– Почему же нам не любоваться тигром? – спросила актриса. – Не предлагаете ли вы нам любоваться коровой?
Дикий в голос захохотал и крикнул прямо таки убийственную фразу:
– А всего глупее, когда корова восхищается тигром!
После чего в репетиции был объявлен перерыв.
Трактовка Диким пьесы «Маскарад», на мой взгляд, уникальна. Он хотел ставить пьесу без последнего акта. Алексей Денисович уверял, что четвертый акт Лермонтовым дописан поневоле, под давлением цензуры, требовавшей наказания порока (ох, эта многовековая цензура, требующая, чтобы пьеса непременно напоминала валериановые капли!). Он объяснял, почему и каким образом пьеса оканчивалась в третьем акте.

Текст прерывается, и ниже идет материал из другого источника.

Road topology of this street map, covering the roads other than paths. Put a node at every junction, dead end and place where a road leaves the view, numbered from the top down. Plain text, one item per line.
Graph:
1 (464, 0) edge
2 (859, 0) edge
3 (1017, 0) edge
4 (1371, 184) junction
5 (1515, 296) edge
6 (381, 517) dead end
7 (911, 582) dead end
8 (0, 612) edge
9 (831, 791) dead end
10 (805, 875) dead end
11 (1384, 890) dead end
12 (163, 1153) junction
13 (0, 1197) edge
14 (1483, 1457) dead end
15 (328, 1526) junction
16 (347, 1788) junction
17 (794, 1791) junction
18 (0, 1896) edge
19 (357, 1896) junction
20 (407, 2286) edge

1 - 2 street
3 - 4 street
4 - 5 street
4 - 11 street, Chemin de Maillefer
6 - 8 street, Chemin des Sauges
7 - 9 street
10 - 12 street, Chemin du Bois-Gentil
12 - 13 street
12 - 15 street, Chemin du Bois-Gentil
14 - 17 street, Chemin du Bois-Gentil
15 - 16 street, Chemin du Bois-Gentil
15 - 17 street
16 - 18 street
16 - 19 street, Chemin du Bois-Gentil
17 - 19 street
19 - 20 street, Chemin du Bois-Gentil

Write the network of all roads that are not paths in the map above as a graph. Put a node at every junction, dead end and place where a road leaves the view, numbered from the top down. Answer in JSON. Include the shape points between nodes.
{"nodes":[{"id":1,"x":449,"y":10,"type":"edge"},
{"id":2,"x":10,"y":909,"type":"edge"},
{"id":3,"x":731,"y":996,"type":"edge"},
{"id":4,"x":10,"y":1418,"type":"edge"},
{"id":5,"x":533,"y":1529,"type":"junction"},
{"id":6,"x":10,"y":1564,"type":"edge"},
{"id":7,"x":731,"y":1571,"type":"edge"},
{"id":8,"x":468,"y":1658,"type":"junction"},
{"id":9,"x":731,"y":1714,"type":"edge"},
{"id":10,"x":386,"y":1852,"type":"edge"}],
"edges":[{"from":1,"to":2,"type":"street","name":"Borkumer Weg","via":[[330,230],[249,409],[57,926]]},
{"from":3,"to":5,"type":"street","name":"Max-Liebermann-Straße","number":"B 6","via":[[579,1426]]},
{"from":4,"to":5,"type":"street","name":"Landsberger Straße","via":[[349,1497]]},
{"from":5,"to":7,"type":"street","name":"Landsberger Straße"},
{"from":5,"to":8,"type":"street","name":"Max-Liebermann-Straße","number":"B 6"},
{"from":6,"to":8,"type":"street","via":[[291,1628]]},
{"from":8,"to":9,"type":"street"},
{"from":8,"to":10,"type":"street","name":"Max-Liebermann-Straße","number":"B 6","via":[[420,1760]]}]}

Когда Арбенин требует у Нины, уже им отравленной, признания в ее виновности, – он совершенно в ней уверен, так как за всю свою жизнь встречал только порок, и другого, по его неколебимому убеждению, и быть не может в этом мире. Он уверен, что Нина кому-то подарила браслет, как дарили другие женщины, которых он знавал. Нина сказала, что где-то обронила браслет, возможно, в карете. И когда Арбенин приказывает слуге обыскать карету, то говорит он, по замыслу Дикого, спокойно и даже иронично, зная, что браслета там, конечно же. нет. Слуга, вернувшись, подтверждает его догадку, и Арбенин только улыбается. Знает он все эти нехитрые, даже глупые женские уловки! Так вот, когда Арбенин перед смертью Нины требует от нее признания в ее виновности, а Нина отвечает, что чиста перед мужем, Арбенина охватывает беспокойное волнение. Он в ужасе. В ужасе оттого, что все его, говоря нашим языком, мировоззрение может быть ошибочным, что существуют на свете чистота, верность и добро, счастье и свет, которых он не знавал никогда. И он криком требует признания Нины. Оно нужно ему теперь уже как доказательство правильности его взглядов на жизнь. Скажи Нина: «Да, я виновата», – и мир снова приобрел бы ту гармонию, в которую Арбенин верил, в которой существовал. Но Нина отвечает: «Я все ж невинна перед Богом». И умирает. Арбенин понимает: жена сказала правду. Но эта правда оказалась для него страшнее любой лжи. И он кричит свою последнюю реплику третьего акта – всего одно слово: «Ложь!». Это слово Дикий относил не к Нине, а ко всей арбенинской концепции жизни, которая была ложью. И здесь, именно здесь, не вытерпев ошеломляющей ошибки, Арбенин сходит с ума.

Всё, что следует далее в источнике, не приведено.